When you got married, you probably never thought about the possibility of it ending. Why would you? You’re on a high, marrying the person you love, and life couldn’t be better.
But the harsh reality is that, in the U.S., about 40-50% of marriages end in divorce. They are sobering statistics that reveal the challenges many married couples face today. However, the good news is, with a little effort and careful attention on your relationship, you can protect it from the stresses and challenges married life presents today.
In the U.S. today, divorce costs taxpayers over $28 billion a year. That’s an astronomical number that doesn’t include the emotional impact on children and extended family. So the question is, what are the different ways to protect your marriage so it doesn’t become another statistic?
Experts can agree on one thing: there are many things you can do long before you end up in a divorce court. Thanks to the Internet, there is unlimited access to communication and conflict resolution training and skills at your fingertips. When you consider the average divorce costs $100,000, then the cost of a self-help book looks like incredible value. Make sure you prioritize your relationship at all times and constantly nurture and feed your emotional and physical connection. “Small and often” is the key here; the accumulation of good will can help your marriage enormously.

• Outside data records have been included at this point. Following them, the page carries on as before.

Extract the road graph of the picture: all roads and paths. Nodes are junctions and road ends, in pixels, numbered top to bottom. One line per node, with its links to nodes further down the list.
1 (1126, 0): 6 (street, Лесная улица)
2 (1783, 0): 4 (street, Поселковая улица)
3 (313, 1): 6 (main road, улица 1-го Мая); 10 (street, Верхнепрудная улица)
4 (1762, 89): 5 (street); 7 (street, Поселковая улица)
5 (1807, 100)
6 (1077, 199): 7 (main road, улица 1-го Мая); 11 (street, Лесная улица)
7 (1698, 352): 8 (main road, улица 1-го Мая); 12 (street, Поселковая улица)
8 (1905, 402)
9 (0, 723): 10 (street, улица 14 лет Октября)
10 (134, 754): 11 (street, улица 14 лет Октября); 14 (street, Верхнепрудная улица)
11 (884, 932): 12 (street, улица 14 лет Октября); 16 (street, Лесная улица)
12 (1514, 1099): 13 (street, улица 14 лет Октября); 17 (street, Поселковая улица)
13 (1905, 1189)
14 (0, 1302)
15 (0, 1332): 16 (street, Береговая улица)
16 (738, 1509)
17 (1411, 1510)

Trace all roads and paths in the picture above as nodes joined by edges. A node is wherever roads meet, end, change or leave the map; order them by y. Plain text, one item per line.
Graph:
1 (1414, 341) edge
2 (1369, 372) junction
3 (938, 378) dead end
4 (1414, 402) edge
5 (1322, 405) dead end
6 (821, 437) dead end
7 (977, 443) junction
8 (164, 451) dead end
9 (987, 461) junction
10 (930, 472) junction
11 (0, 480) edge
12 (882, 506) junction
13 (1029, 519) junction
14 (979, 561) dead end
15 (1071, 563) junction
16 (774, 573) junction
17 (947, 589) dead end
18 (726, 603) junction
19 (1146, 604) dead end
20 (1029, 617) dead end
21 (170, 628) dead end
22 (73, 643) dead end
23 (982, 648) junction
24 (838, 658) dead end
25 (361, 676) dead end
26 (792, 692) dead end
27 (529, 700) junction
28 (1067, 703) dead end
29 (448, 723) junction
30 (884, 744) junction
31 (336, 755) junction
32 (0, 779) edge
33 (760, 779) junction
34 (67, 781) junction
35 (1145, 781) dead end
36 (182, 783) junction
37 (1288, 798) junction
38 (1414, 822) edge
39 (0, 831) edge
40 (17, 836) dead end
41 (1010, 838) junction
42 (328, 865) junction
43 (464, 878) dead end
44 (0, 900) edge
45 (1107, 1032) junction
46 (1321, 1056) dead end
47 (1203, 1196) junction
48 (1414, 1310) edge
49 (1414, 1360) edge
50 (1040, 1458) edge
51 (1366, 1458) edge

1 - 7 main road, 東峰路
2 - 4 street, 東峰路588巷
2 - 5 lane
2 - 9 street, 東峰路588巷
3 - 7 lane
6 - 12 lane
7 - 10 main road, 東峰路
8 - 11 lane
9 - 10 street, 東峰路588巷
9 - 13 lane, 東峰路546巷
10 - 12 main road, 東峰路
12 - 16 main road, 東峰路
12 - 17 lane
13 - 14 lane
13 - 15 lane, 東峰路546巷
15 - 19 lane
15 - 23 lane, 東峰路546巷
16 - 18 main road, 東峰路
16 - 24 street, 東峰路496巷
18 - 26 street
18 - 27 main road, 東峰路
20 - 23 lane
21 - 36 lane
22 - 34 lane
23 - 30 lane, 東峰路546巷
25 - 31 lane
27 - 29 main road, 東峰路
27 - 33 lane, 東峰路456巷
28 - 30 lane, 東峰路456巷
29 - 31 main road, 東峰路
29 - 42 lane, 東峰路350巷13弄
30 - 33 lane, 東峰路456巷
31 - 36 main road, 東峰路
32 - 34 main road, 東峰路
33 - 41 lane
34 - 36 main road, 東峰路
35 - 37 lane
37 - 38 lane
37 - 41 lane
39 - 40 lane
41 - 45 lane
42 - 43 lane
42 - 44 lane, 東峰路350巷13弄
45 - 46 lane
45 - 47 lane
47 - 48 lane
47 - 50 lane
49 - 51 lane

If divorce is looming for you on the horizon, it’s likely you’re already both carrying a lot of hurt and pain from the past. Once you’re at this point, it can be much harder to turn your relationship around and get back on track. The best strategy to avoid getting to this point is to address disagreements and issues early on. Sadly, there is still some stigma for people seeking couple counseling. The myth is that only couples in crisis need professional help. But the truth is, when you seek counseling early on, you will get much better outcomes and avoid more relationship problems in the future. Think of your marriage like a car. It requires regular maintenance and tune-ups. Learning communication and conflict resolution skills in counseling is a prevention strategy that could be the best decision you ever make.
A relationship can only be as healthy as the two individuals in it. Even if your spouse is reluctant to participate in therapy, you can still help your relationship by going alone. Taking responsibility for your part in your "relationship dance" can help stop the negative patterns of relating that have become entrenched over time. And your efforts to change your side of the dynamic can have a positive impact on your partner. The important thing here is not to abandon the idea of attending therapy if your partner is not willing to come. You can still achieve good outcomes and make positive changes in your marriage.
Even with the best efforts, not every marriage can survive. For some couples, a divorce is simply the only option. But an amicable divorce can mean avoiding the loss of thousands of dollars and ongoing hurt and pain for your children and extended family. In my practice, I see how divorce hurts everyone involved. But it is possible to separate consciously and with dignity, which is why I usually suggest mediation before involving lawyers. Mediation offers an opportunity to come to reasonable and fair decisions about your finances and family and find some closure, without adding unnecessary resentments, bitterness, and financial strain.
Marriages are living, breathing entities. A strong and healthy relationship is one that is regularly nourished. Early intervention is the difference between taking antibiotics for an infection or ignoring the problem until it requires a full amputation. Make it a priority to deal with the little things in your relationship before they have a chance to become big things.